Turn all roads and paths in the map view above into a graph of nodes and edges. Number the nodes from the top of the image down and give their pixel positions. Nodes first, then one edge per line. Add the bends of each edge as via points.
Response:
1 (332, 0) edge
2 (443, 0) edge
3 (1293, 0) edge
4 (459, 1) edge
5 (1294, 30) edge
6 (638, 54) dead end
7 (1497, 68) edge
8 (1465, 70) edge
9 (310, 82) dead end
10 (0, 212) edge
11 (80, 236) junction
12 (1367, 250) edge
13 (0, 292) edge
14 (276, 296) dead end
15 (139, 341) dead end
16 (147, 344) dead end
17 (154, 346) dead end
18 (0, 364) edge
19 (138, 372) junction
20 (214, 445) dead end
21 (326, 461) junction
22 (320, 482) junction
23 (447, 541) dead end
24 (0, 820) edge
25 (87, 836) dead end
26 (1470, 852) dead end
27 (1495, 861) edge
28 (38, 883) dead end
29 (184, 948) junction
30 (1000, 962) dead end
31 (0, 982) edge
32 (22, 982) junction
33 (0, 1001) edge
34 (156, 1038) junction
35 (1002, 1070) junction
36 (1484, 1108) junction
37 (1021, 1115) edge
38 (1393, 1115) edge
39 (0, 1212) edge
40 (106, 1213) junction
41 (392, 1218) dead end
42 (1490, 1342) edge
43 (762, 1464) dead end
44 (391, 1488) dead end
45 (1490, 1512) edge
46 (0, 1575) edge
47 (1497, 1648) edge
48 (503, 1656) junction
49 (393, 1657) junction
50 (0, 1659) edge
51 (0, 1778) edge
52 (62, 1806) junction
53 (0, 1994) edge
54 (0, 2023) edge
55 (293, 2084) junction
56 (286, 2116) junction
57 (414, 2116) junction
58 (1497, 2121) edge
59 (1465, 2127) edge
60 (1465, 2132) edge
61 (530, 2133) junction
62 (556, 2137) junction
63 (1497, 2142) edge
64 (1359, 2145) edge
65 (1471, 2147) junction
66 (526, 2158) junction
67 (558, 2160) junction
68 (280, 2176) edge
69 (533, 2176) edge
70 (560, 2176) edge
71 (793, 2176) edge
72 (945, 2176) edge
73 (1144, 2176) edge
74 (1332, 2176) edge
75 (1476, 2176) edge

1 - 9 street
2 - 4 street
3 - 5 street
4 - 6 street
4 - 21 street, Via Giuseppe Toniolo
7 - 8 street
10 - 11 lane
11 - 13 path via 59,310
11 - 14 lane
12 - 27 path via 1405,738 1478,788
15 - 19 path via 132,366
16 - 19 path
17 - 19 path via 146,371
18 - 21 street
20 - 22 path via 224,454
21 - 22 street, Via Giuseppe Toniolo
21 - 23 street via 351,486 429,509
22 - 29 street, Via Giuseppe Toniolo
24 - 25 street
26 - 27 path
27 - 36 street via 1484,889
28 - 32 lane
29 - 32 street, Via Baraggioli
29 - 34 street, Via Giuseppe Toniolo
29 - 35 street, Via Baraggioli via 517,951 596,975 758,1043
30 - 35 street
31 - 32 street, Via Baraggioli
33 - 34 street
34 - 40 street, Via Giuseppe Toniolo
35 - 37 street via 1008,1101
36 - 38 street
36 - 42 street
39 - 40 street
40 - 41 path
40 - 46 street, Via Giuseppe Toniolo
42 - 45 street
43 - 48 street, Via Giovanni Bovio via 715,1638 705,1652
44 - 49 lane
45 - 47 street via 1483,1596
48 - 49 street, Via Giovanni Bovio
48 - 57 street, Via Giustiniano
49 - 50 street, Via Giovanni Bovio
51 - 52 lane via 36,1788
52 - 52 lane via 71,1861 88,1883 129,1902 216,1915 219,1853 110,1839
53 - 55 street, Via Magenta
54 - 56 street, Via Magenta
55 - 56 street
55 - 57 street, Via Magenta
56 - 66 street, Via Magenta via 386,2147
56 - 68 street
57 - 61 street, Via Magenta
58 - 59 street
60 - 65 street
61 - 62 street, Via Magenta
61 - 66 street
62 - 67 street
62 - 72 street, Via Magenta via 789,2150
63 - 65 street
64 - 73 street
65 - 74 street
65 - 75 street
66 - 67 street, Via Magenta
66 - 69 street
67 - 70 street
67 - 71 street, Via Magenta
#####
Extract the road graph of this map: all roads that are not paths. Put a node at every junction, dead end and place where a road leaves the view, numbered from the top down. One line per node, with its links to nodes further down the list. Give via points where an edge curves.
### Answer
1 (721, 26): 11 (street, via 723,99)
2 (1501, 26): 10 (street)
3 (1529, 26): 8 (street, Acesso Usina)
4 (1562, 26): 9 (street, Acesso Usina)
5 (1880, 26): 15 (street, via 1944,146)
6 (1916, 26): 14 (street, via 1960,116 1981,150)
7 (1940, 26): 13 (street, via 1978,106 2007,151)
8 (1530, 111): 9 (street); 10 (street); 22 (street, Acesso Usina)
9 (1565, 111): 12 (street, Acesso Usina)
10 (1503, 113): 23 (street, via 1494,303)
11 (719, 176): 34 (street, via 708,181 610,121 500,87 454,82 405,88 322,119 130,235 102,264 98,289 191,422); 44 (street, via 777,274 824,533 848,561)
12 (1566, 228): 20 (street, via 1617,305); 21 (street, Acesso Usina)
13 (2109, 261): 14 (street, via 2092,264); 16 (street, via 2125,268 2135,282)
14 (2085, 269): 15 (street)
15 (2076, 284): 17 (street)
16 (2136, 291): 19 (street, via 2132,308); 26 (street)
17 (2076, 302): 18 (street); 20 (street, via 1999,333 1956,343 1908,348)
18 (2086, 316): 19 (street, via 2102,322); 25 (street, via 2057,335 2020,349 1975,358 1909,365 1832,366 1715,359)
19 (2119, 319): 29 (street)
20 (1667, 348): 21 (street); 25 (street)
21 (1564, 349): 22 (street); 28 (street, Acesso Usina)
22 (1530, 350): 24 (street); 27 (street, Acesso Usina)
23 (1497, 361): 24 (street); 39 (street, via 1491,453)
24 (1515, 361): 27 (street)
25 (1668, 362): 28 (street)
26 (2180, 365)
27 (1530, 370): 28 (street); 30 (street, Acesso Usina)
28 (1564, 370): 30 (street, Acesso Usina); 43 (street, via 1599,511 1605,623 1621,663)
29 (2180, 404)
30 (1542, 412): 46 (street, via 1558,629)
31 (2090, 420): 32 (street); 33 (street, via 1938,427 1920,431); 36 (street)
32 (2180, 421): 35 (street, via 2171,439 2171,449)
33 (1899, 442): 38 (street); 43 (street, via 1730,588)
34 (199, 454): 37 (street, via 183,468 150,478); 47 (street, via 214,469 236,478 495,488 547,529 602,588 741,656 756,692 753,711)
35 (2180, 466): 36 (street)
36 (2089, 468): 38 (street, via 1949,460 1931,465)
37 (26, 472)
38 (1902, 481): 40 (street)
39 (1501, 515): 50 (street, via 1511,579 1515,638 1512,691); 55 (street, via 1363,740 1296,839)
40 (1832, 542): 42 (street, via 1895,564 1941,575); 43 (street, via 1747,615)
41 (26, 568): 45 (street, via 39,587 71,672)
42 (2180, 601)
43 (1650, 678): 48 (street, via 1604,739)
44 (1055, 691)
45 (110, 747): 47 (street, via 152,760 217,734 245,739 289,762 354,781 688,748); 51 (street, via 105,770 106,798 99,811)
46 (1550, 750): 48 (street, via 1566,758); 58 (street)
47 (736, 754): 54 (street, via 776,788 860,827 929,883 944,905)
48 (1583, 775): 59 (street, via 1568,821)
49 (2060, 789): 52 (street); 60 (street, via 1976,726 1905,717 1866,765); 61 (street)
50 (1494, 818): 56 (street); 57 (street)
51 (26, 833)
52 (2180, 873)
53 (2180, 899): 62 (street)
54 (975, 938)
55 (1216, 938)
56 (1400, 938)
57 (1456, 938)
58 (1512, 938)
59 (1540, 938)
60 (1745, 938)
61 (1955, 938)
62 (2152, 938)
#####
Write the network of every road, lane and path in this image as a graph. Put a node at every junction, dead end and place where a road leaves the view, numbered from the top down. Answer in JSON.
#####
Task brief —
From the listing above, count the lines that include the word "down" and give the total alone.

Output for this task —
3